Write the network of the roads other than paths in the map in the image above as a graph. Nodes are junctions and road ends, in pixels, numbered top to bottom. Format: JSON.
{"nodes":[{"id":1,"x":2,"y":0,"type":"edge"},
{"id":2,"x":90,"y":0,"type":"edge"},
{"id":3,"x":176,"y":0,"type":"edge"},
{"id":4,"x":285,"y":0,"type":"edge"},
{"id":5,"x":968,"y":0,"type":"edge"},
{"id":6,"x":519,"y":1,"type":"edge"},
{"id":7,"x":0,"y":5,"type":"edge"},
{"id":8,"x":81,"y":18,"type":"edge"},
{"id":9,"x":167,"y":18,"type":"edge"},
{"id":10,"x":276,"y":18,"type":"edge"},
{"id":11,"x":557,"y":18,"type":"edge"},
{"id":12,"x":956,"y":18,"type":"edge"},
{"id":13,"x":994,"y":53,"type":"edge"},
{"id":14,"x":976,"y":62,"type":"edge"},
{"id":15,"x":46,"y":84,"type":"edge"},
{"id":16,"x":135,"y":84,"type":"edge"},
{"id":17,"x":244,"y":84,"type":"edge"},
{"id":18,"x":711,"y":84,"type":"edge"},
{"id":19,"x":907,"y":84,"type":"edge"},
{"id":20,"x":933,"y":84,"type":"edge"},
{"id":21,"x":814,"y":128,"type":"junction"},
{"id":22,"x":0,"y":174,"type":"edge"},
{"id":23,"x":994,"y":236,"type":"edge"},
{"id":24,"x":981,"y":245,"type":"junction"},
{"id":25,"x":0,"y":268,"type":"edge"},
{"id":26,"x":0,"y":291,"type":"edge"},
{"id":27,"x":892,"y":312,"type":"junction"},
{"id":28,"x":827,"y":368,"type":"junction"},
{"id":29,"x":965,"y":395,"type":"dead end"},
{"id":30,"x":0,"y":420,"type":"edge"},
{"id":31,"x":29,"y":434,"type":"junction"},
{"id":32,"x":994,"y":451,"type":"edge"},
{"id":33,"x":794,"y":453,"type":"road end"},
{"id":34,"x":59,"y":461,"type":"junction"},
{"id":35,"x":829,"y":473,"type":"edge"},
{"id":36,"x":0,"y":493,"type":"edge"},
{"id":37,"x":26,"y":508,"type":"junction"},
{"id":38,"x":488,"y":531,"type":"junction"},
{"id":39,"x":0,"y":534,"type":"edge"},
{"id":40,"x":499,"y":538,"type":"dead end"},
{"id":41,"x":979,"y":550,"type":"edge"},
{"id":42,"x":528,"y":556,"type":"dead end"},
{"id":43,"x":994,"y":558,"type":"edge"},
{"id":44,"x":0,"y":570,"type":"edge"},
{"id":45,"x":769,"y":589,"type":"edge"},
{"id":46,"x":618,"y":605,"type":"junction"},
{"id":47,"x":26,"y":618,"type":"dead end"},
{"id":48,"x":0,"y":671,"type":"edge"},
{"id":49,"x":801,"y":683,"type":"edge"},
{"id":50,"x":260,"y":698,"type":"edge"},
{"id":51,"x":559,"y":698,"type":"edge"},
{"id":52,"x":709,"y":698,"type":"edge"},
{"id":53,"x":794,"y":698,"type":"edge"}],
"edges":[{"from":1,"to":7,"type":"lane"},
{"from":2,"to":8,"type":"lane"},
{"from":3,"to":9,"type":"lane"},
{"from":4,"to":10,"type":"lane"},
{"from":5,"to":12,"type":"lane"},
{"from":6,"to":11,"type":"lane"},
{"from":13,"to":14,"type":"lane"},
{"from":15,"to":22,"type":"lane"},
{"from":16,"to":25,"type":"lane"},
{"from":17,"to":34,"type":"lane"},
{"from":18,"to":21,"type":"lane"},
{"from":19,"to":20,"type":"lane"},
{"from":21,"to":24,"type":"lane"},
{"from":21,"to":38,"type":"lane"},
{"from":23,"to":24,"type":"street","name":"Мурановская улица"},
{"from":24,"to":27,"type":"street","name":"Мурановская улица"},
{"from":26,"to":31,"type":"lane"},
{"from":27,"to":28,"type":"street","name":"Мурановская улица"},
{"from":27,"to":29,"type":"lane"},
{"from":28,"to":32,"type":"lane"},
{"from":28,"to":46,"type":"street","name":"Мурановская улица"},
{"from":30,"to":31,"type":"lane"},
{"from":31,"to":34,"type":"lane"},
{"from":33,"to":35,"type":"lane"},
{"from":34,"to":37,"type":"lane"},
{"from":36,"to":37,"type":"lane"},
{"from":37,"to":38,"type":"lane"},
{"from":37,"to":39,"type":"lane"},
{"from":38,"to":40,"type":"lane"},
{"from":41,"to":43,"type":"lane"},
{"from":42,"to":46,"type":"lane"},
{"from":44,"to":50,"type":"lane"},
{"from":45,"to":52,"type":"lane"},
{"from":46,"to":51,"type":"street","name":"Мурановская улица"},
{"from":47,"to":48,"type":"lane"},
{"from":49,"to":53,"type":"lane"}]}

* Problem to solve:
Please copy out each entry exactly as it appears above.

* Exercise output:
Write the network of the roads other than paths in the map in the image above as a graph. Nodes are junctions and road ends, in pixels, numbered top to bottom. Format: JSON.
{"nodes":[{"id":1,"x":2,"y":0,"type":"edge"},
{"id":2,"x":90,"y":0,"type":"edge"},
{"id":3,"x":176,"y":0,"type":"edge"},
{"id":4,"x":285,"y":0,"type":"edge"},
{"id":5,"x":968,"y":0,"type":"edge"},
{"id":6,"x":519,"y":1,"type":"edge"},
{"id":7,"x":0,"y":5,"type":"edge"},
{"id":8,"x":81,"y":18,"type":"edge"},
{"id":9,"x":167,"y":18,"type":"edge"},
{"id":10,"x":276,"y":18,"type":"edge"},
{"id":11,"x":557,"y":18,"type":"edge"},
{"id":12,"x":956,"y":18,"type":"edge"},
{"id":13,"x":994,"y":53,"type":"edge"},
{"id":14,"x":976,"y":62,"type":"edge"},
{"id":15,"x":46,"y":84,"type":"edge"},
{"id":16,"x":135,"y":84,"type":"edge"},
{"id":17,"x":244,"y":84,"type":"edge"},
{"id":18,"x":711,"y":84,"type":"edge"},
{"id":19,"x":907,"y":84,"type":"edge"},
{"id":20,"x":933,"y":84,"type":"edge"},
{"id":21,"x":814,"y":128,"type":"junction"},
{"id":22,"x":0,"y":174,"type":"edge"},
{"id":23,"x":994,"y":236,"type":"edge"},
{"id":24,"x":981,"y":245,"type":"junction"},
{"id":25,"x":0,"y":268,"type":"edge"},
{"id":26,"x":0,"y":291,"type":"edge"},
{"id":27,"x":892,"y":312,"type":"junction"},
{"id":28,"x":827,"y":368,"type":"junction"},
{"id":29,"x":965,"y":395,"type":"dead end"},
{"id":30,"x":0,"y":420,"type":"edge"},
{"id":31,"x":29,"y":434,"type":"junction"},
{"id":32,"x":994,"y":451,"type":"edge"},
{"id":33,"x":794,"y":453,"type":"road end"},
{"id":34,"x":59,"y":461,"type":"junction"},
{"id":35,"x":829,"y":473,"type":"edge"},
{"id":36,"x":0,"y":493,"type":"edge"},
{"id":37,"x":26,"y":508,"type":"junction"},
{"id":38,"x":488,"y":531,"type":"junction"},
{"id":39,"x":0,"y":534,"type":"edge"},
{"id":40,"x":499,"y":538,"type":"dead end"},
{"id":41,"x":979,"y":550,"type":"edge"},
{"id":42,"x":528,"y":556,"type":"dead end"},
{"id":43,"x":994,"y":558,"type":"edge"},
{"id":44,"x":0,"y":570,"type":"edge"},
{"id":45,"x":769,"y":589,"type":"edge"},
{"id":46,"x":618,"y":605,"type":"junction"},
{"id":47,"x":26,"y":618,"type":"dead end"},
{"id":48,"x":0,"y":671,"type":"edge"},
{"id":49,"x":801,"y":683,"type":"edge"},
{"id":50,"x":260,"y":698,"type":"edge"},
{"id":51,"x":559,"y":698,"type":"edge"},
{"id":52,"x":709,"y":698,"type":"edge"},
{"id":53,"x":794,"y":698,"type":"edge"}],
"edges":[{"from":1,"to":7,"type":"lane"},
{"from":2,"to":8,"type":"lane"},
{"from":3,"to":9,"type":"lane"},
{"from":4,"to":10,"type":"lane"},
{"from":5,"to":12,"type":"lane"},
{"from":6,"to":11,"type":"lane"},
{"from":13,"to":14,"type":"lane"},
{"from":15,"to":22,"type":"lane"},
{"from":16,"to":25,"type":"lane"},
{"from":17,"to":34,"type":"lane"},
{"from":18,"to":21,"type":"lane"},
{"from":19,"to":20,"type":"lane"},
{"from":21,"to":24,"type":"lane"},
{"from":21,"to":38,"type":"lane"},
{"from":23,"to":24,"type":"street","name":"Мурановская улица"},
{"from":24,"to":27,"type":"street","name":"Мурановская улица"},
{"from":26,"to":31,"type":"lane"},
{"from":27,"to":28,"type":"street","name":"Мурановская улица"},
{"from":27,"to":29,"type":"lane"},
{"from":28,"to":32,"type":"lane"},
{"from":28,"to":46,"type":"street","name":"Мурановская улица"},
{"from":30,"to":31,"type":"lane"},
{"from":31,"to":34,"type":"lane"},
{"from":33,"to":35,"type":"lane"},
{"from":34,"to":37,"type":"lane"},
{"from":36,"to":37,"type":"lane"},
{"from":37,"to":38,"type":"lane"},
{"from":37,"to":39,"type":"lane"},
{"from":38,"to":40,"type":"lane"},
{"from":41,"to":43,"type":"lane"},
{"from":42,"to":46,"type":"lane"},
{"from":44,"to":50,"type":"lane"},
{"from":45,"to":52,"type":"lane"},
{"from":46,"to":51,"type":"street","name":"Мурановская улица"},
{"from":47,"to":48,"type":"lane"},
{"from":49,"to":53,"type":"lane"}]}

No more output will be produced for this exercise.